Hiernach bleiben dem geschiedenen Ehegatten bei Schmälerung des Nachlasses durch Schenkungen, die wegen Dürftigkeit des Nachlasses nicht über § 2325 BGB aufgefangen werden können, allein die Rechte aus §§ 138, 826 BGB oder dem Anfechtungsgesetz. Hierzu ist im vorliegenden Fall nichts ersichtlich.

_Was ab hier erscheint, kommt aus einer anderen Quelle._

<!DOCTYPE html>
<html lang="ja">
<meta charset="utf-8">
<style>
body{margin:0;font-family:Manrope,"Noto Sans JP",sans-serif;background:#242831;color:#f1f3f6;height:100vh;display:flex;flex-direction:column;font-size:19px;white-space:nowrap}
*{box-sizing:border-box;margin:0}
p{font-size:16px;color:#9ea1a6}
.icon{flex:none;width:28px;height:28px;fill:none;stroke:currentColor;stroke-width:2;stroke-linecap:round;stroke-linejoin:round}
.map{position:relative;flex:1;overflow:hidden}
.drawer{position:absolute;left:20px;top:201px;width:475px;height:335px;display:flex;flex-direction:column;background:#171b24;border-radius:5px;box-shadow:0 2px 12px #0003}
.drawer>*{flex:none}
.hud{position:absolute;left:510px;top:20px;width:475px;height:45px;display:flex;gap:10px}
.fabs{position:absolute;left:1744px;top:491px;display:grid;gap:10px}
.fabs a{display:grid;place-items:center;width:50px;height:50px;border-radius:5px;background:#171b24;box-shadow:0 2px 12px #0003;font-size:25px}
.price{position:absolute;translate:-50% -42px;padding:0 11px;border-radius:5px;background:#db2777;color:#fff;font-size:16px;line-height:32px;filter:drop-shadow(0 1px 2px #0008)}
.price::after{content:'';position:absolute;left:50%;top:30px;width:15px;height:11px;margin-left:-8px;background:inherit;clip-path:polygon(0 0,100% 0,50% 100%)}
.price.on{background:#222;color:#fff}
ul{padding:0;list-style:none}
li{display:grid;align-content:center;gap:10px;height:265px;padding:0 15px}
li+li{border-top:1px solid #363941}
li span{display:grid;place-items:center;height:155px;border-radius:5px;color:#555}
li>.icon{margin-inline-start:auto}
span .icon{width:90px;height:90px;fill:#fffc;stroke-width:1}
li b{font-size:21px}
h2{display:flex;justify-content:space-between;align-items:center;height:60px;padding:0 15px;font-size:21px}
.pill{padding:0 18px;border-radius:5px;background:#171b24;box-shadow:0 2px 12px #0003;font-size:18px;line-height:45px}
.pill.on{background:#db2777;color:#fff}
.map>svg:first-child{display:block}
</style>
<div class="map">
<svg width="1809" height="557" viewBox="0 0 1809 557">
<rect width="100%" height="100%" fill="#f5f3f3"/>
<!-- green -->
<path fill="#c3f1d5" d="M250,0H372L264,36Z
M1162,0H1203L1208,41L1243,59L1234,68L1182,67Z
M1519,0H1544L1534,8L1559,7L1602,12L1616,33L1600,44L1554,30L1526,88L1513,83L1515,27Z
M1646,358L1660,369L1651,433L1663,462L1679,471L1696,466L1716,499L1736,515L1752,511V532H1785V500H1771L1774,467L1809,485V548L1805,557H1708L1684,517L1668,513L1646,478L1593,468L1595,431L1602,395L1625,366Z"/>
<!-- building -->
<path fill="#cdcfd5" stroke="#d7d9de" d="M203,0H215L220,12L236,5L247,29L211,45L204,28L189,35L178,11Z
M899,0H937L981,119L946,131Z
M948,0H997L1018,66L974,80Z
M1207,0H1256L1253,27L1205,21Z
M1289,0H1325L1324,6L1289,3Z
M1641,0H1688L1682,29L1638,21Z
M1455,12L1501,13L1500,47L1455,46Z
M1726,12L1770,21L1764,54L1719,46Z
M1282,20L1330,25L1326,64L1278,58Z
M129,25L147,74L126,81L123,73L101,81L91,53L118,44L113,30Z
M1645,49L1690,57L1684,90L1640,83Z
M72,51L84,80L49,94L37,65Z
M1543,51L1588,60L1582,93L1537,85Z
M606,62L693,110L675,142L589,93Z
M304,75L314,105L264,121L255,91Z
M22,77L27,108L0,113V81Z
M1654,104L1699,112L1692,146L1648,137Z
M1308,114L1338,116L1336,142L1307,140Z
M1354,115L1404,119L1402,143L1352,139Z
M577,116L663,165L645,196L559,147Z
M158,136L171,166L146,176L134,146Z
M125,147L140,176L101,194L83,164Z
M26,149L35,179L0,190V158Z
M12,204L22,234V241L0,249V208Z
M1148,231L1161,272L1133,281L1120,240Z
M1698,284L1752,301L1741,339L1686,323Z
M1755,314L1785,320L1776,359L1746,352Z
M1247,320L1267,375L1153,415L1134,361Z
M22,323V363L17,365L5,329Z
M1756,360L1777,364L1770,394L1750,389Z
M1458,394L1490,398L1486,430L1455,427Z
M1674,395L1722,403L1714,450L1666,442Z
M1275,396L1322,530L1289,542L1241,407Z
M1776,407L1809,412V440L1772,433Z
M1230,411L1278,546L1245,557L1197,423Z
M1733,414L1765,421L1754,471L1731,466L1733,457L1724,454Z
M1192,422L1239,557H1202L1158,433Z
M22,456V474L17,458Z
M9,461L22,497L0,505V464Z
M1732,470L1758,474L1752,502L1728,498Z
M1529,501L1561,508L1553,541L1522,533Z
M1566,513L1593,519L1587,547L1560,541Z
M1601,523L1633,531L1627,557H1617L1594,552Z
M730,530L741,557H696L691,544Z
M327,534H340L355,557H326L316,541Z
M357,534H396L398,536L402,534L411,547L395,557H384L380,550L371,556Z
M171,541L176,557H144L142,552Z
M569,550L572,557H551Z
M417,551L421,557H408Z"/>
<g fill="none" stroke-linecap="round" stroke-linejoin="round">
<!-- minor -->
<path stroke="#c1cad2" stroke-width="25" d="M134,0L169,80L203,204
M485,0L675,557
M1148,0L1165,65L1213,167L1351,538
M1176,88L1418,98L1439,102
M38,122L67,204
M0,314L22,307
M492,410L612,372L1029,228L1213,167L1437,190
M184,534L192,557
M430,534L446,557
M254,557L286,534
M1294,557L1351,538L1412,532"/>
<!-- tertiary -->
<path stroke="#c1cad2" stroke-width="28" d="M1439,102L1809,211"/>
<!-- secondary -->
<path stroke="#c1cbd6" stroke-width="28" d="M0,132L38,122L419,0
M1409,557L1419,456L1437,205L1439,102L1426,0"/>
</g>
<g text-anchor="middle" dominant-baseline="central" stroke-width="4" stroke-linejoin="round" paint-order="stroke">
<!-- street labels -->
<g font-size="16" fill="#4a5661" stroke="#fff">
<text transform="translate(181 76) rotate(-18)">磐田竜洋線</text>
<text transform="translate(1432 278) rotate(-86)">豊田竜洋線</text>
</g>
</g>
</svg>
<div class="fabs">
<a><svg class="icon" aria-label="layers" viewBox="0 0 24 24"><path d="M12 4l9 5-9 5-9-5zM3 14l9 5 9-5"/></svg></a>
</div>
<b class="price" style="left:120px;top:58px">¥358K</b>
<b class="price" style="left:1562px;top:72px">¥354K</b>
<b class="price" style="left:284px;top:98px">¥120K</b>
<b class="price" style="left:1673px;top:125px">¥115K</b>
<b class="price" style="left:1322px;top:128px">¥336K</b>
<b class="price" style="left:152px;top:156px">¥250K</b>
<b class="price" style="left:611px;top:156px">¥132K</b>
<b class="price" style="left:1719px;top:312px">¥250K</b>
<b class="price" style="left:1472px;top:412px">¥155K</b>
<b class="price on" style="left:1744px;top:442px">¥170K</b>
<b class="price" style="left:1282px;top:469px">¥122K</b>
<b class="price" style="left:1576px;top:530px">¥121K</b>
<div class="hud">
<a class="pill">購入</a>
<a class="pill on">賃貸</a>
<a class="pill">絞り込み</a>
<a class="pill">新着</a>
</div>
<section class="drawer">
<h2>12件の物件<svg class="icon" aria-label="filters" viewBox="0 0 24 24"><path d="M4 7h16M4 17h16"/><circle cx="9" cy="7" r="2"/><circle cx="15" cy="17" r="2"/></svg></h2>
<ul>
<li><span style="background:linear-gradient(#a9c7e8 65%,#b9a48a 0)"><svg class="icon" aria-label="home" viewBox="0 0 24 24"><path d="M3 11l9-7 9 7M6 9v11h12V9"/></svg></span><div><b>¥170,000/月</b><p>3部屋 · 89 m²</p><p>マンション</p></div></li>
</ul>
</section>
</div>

Der Zinsausspruch folgt für die Zeit bis Ende 2001 aus §§ 288, 284 Abs. 2 BGB in der bis dahin geltenden Fassung und für die Zeit ab Januar 2002 aus §§ 288 Abs. 1, 286 Abs. 1 und 2 Nr. 1 BGB n.F., jeweils in Verbindung mit §§ 1585 Abs. 1 S. 2, 187 Abs. 1 BGB.

Der Senat lässt die Revision gegen dieses Urteil zu, weil die Frage, ob bei der Begrenzung des Anspruchs aus § 1586 b BGB in dem Fall, dass der Erbe selbst der Beschenkte ist, der Anspruch aus § 2329 BGB einzubeziehen ist, bisher vom BGH nicht entschieden wurde und der Senat möglicherweise von der Rechtsprechung des BGH zur dogmatischen Einordnung des § 2329 BGB abweicht (§ 543 Abs. 2 ZPO).

Der Streitwert für das Berufungsverfahren wird auf 4,440,06 EUR (Rückstand 668 DM, laufender Unterhalt 12 x 668 DM) festgesetzt.